Hong Kong Police have arrested the editor-in-chief of Apple Daily, the media group founded by jailed pro-democracy activist Jimmy Lai, and four other directors for alleged national security offences in a series of early morning raids, with hundreds of police officers blocking access to the media group’s Hong Kong headquarters to search for evidence.
Apple Daily confirmed Editor-in-Chief Ryan Law, Chief Executive Officer Cheung Kim-hung, Chief Operating Officer Chow Tat-kuen, Deputy Chief Editor Chan Puiman and Chief Executive Editor Cheung Chi-wai had been arrested on Thursday.
Keep readinglist of 4 items
Police say the five are accused of “colluding with foreign forces”, an offence under the National Security Law that China imposed on the territory nearly a year ago.
Senior Superintendent Li Kwai-wah told a press conference outside the company’s headquarters that the offences were committed in “over 30 pieces of articles” that had allegedly called on foreign governments to bring sanctions against Hong Kong and China. He said the five directors had “played a very, very important role” in their publication.
Lai founded Apple Daily in 1995 after making his fortune in fashion retailing, but the feisty pro-democracy newspaper has come under increasing pressure since the National Security Law came into force. Its headquarters were first raided when the now-jailed Lai was arrested last August, and in May authorities used the security law to impose a freeze on Lai’s assets.
The raid on Apple Daily is the first specifically related to the newspaper’s content, although the police did not answer questions about whether the articles under investigation were news reports or op-eds.
Hong Kong’s Security Minister John Lee told a press conference the arrests were not related to what he called “normal” journalistic work.
“We need to differentiate what these suspects have done from normal journalistic work,” he told reporters.
“Normal journalistic work takes place freely and lawfully in Hong Kong and I do not envisage any professional journalist will be conspiring to do any act to endanger national security.”
Amnesty International’s Asia-Pacific Regional Director Yamini Mishra condemned what it called a “brazen attack” on press freedom, and one of the Hong Kong authorities’ fiercest media critics.
“International human rights standards clearly state that ‘national security’ can only be invoked to justify the restriction of rights and freedoms when there are specific, genuine, demonstrable, imminent and clear threats of violence or the use of force,” Mishra said in a statement.
“It is farcical for the authorities to suggest that the critical media articles that apparently prompted today’s raid have met this threshold. Once again, ‘national security’ is being used as a catch-all to silence critics in Hong Kong.”

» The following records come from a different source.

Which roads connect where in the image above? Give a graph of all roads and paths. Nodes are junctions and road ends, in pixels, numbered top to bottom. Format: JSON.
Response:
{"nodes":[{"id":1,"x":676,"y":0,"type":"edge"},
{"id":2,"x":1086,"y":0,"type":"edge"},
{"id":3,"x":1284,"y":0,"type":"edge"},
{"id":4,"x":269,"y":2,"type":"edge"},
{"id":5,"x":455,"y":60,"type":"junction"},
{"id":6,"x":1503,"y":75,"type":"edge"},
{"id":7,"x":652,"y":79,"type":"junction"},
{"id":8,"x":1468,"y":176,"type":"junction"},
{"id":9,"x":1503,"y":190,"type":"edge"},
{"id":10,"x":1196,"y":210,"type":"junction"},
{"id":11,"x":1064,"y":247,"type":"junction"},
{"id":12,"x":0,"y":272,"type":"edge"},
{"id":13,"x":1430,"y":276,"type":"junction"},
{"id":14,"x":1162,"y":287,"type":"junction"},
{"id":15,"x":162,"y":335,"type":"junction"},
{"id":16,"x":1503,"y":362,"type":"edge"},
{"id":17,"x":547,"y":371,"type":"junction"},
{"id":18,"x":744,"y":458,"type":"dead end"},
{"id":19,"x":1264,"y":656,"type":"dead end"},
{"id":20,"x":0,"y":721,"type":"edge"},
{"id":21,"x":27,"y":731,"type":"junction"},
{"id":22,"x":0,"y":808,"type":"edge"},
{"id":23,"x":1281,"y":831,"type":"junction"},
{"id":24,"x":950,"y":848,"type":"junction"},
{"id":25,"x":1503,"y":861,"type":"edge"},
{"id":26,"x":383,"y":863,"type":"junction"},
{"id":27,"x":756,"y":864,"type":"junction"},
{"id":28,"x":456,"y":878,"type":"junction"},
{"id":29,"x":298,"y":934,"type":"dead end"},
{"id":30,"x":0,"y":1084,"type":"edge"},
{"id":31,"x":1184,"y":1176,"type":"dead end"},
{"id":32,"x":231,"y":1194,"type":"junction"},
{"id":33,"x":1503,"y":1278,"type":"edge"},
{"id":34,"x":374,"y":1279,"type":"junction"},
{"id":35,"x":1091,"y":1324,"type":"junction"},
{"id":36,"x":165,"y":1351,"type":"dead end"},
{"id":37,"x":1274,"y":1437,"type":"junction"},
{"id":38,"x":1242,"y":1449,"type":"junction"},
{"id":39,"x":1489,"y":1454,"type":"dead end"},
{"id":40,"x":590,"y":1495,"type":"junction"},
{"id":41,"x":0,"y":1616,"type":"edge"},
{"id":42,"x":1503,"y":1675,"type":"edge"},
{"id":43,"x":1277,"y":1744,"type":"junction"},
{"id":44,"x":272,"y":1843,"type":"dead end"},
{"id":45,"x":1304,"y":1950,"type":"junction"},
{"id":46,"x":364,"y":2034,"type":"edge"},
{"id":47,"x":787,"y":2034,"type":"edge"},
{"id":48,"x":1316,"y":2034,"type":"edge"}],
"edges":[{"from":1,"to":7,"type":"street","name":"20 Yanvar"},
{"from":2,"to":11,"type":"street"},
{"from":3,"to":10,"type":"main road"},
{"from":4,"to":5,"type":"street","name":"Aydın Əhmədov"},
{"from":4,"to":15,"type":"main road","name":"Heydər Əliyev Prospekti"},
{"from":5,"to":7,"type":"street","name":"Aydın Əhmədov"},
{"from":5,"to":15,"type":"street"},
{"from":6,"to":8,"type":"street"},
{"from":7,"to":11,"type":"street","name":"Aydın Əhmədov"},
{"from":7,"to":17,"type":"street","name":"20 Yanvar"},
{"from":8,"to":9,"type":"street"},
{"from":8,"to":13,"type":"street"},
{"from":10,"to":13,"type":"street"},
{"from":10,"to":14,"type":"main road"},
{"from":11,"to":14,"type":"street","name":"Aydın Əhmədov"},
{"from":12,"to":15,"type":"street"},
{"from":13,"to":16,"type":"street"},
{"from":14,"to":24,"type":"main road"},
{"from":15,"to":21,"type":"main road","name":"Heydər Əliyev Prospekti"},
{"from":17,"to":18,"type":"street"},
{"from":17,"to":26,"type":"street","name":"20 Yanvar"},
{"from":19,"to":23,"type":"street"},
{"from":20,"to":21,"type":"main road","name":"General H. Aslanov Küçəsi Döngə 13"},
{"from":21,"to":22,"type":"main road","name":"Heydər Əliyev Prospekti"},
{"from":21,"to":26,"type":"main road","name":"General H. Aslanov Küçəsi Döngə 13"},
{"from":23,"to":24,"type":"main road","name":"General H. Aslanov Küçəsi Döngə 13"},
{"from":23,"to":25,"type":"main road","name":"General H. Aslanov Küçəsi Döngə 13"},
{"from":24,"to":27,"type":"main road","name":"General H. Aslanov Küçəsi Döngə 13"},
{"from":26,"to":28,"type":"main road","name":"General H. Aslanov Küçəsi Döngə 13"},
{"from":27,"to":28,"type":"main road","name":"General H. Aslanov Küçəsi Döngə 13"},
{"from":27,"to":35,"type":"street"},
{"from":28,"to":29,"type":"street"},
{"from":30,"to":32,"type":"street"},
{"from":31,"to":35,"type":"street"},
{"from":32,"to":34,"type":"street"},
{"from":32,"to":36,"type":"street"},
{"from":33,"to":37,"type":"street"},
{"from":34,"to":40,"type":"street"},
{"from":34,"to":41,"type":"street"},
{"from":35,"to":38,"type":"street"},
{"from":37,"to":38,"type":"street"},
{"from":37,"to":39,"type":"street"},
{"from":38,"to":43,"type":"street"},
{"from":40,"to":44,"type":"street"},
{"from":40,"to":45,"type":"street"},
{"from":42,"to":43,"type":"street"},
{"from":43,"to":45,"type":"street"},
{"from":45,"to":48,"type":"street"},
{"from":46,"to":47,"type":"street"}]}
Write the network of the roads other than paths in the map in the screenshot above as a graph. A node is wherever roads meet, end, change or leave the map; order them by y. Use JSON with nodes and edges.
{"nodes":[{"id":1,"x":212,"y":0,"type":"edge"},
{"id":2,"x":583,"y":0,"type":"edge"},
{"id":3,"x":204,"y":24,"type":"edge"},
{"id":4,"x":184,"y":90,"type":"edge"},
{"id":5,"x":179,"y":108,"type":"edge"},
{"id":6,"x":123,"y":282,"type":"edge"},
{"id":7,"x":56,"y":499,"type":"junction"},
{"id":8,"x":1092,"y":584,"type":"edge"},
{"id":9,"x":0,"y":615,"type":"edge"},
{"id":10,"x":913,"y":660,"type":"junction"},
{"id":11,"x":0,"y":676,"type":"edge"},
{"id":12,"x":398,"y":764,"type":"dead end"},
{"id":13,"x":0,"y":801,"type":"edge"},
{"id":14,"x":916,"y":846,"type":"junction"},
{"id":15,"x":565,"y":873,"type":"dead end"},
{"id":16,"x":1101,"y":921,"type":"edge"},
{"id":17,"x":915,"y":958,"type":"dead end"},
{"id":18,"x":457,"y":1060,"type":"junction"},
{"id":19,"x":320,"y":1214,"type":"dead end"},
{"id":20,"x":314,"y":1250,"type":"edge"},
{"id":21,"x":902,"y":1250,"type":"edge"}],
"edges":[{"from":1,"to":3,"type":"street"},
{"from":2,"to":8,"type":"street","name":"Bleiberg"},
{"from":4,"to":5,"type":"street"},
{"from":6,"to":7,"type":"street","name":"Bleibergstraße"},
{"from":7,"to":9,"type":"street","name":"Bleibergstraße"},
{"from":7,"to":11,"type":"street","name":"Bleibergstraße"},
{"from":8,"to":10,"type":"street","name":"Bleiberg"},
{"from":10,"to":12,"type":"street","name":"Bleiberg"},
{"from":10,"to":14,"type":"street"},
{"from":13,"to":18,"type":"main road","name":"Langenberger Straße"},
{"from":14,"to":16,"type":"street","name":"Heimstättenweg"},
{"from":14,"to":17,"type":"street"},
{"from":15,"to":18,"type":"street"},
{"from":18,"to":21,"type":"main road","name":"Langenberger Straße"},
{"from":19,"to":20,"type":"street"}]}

Local media said police arrived at the building at about 7am (23:00 GMT on Wednesday) with warrants to search the premises as well as to seize “journalistic materials”.
Li said 500 officers were involved in the search and that police had had to “look into the computers to get the evidence”. Entrances and exits to the compound were cordoned off and officers seen later loading boxes of documents and computers into waiting vehicles.
Both the police and Apple Daily set up livestreams of the raid, but the publication said all employees arriving at the office had been required to register personal data such as ID cards, staff cards, telephone numbers and addresses with the police and were only allowed into the canteen.
Reporters were “prevent(ed) from returning to work,” the media group said on its Facebook page.
China imposed the National Security Law nearly a year ago, after the semi-autonomous city was rocked by months of sometimes violent protests in 2019.
The broadly worded law criminalises acts such as subversion, sedition, collusion with foreign forces and secession with possible life imprisonment, but critics have said it is being used to suppress legitimate political debate with dozens of pro-democracy politicians and activists arrested.
According to Amnesty, at least 113 people have been arrested under the law since it came into force.